:: The data
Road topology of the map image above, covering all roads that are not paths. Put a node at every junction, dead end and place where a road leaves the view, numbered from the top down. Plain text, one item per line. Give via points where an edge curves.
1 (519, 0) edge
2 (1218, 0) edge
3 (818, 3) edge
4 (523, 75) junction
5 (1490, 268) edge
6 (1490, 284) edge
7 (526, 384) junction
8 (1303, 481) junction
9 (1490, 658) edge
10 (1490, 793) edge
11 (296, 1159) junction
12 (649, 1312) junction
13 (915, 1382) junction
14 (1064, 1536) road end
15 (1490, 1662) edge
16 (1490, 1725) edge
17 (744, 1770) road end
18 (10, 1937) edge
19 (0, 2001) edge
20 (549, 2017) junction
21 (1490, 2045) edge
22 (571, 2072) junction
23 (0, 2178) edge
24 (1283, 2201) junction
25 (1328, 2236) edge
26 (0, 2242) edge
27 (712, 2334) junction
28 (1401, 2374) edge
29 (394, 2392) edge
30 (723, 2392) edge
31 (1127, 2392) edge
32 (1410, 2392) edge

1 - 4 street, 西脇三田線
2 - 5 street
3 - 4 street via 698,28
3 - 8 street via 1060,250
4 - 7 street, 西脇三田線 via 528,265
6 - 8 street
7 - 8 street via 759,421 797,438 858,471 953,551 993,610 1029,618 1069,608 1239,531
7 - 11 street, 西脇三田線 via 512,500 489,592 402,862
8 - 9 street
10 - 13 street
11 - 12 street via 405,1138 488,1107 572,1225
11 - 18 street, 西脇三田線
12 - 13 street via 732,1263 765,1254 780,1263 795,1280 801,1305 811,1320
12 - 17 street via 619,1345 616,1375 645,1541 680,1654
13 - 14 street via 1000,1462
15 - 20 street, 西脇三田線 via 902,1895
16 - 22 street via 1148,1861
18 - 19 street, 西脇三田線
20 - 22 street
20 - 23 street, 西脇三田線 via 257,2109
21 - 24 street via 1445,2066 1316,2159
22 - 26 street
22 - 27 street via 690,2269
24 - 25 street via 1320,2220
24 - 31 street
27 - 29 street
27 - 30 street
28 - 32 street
::::
:: The data
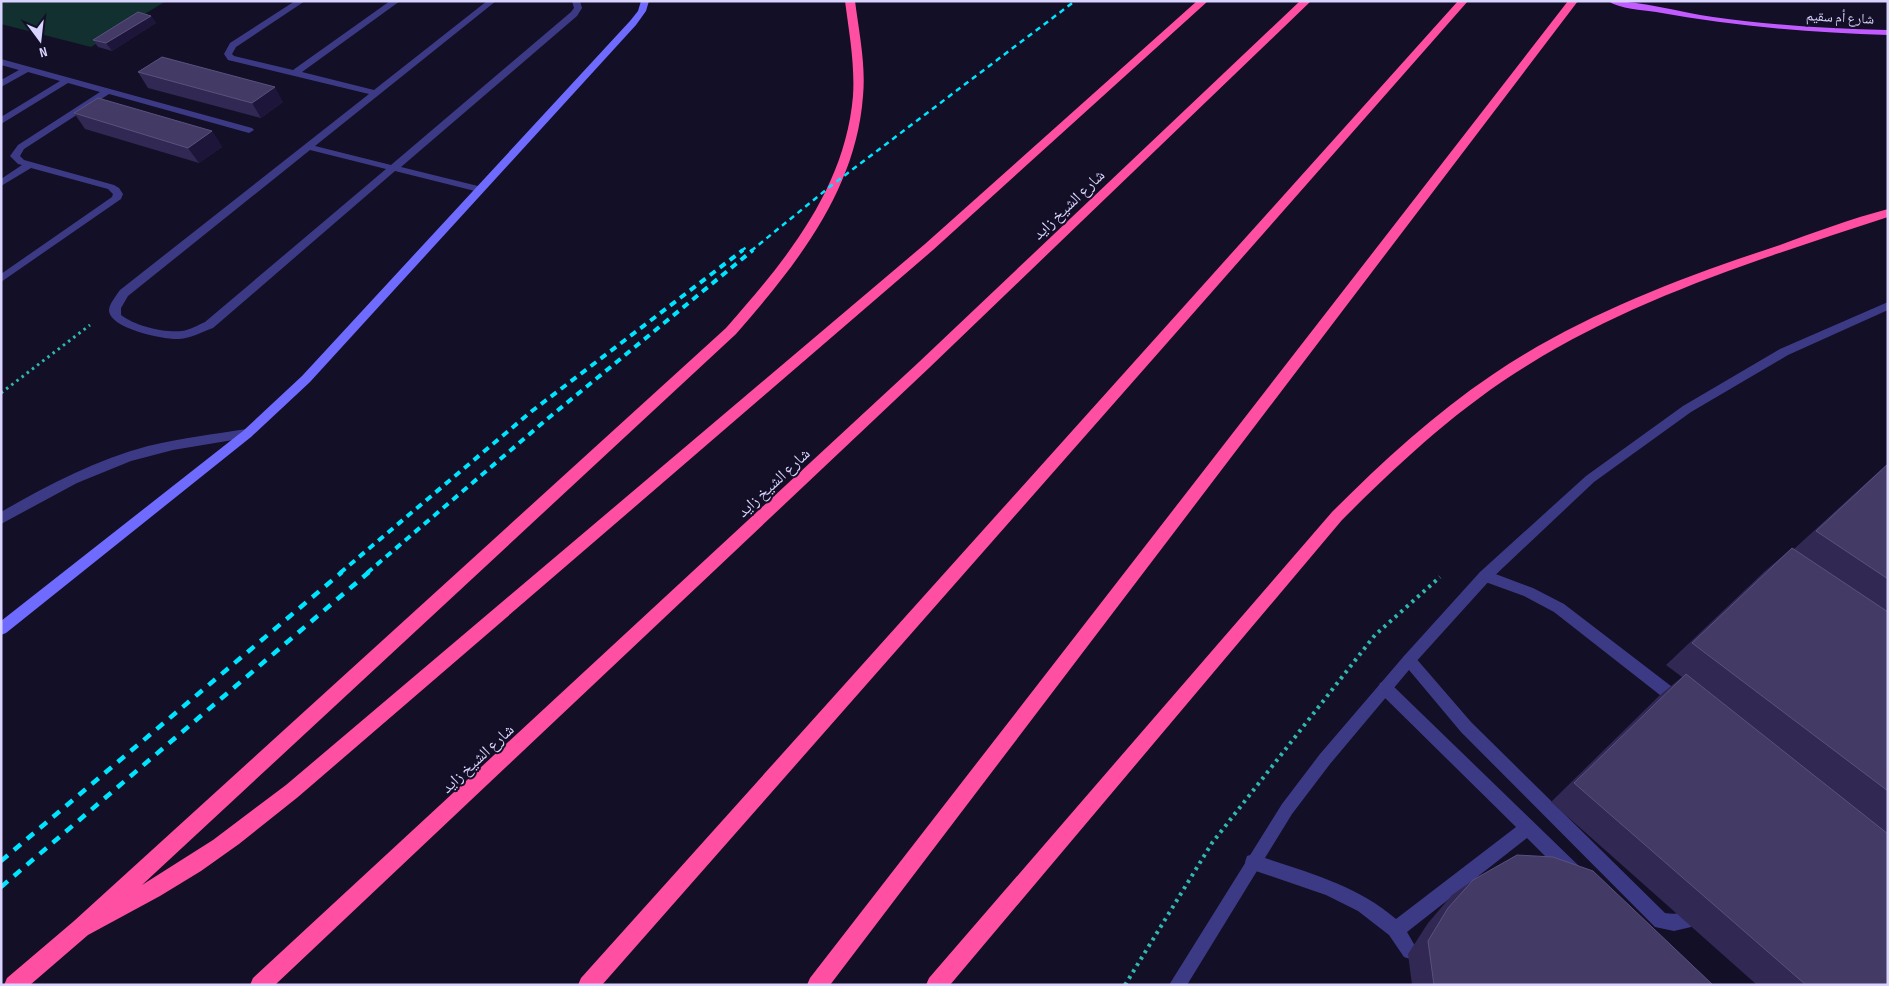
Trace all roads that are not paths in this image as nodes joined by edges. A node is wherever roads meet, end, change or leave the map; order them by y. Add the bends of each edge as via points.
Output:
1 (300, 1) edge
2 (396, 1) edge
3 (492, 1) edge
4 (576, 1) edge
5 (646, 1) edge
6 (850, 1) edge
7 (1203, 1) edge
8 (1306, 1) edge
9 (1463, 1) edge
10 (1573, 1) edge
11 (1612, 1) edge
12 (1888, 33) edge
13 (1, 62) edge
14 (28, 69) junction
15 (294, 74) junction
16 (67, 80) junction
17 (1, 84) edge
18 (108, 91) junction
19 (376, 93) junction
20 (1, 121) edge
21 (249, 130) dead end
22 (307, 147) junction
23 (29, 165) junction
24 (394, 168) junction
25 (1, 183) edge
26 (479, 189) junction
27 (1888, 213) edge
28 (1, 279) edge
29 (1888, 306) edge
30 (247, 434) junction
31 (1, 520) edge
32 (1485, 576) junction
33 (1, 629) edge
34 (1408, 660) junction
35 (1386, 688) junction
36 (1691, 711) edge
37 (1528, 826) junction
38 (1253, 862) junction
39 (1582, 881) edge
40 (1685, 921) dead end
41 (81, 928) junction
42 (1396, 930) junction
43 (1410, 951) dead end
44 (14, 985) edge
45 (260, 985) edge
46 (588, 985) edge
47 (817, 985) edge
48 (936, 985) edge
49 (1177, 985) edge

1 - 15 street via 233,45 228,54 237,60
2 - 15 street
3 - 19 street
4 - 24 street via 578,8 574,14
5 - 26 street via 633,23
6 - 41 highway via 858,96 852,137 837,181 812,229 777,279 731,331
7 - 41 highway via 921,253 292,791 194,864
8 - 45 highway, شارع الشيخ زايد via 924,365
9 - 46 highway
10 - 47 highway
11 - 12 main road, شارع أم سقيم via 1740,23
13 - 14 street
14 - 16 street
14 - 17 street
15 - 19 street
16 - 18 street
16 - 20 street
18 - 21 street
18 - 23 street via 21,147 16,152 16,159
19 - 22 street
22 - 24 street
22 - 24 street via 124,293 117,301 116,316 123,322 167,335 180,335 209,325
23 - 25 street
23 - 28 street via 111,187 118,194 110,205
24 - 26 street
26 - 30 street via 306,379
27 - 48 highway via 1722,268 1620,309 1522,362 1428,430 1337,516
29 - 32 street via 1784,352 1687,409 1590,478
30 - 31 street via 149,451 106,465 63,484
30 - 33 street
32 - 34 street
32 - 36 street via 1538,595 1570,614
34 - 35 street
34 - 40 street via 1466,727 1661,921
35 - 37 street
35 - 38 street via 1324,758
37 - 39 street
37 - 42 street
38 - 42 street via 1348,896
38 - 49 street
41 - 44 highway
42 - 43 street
::::
_Description of the task_.
The answer must be a single number: the count of lines in the entries that include "roads".

_Response below_.
2